## What needs to be done
Go through the listing and pick out each line with the word "roads" in it.

## Data provided
....

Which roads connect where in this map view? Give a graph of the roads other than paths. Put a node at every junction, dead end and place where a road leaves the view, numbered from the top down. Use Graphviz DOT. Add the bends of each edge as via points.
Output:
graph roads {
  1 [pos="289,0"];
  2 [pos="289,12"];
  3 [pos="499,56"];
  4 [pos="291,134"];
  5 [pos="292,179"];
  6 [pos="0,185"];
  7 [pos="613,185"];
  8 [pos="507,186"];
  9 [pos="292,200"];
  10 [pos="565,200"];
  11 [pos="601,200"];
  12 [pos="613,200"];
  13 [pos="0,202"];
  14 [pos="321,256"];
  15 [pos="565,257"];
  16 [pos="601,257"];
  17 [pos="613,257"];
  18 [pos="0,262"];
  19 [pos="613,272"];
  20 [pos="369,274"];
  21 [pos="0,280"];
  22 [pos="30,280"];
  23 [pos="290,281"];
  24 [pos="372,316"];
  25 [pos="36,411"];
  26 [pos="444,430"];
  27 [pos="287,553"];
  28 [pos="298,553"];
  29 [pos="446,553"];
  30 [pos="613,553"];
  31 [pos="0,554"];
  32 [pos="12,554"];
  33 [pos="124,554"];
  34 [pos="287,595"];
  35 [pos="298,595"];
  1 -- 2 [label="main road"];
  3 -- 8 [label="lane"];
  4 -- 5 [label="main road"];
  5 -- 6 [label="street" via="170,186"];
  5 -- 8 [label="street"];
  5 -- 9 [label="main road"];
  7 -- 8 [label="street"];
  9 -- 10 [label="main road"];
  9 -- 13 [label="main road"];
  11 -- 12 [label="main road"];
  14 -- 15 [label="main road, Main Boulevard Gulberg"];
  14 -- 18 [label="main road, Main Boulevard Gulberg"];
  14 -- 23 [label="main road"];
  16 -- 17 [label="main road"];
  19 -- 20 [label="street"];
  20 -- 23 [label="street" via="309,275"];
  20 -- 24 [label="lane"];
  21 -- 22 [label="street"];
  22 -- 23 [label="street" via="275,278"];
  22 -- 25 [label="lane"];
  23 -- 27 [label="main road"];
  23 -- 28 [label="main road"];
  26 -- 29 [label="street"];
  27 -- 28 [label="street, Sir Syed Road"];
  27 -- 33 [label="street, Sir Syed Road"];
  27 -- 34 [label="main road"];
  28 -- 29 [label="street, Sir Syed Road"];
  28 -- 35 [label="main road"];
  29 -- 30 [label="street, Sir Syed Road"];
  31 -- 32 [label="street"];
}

....

## Final answer
Which roads connect where in this map view? Give a graph of the roads other than paths. Put a node at every junction, dead end and place where a road leaves the view, numbered from the top down. Use Graphviz DOT. Add the bends of each edge as via points.
graph roads {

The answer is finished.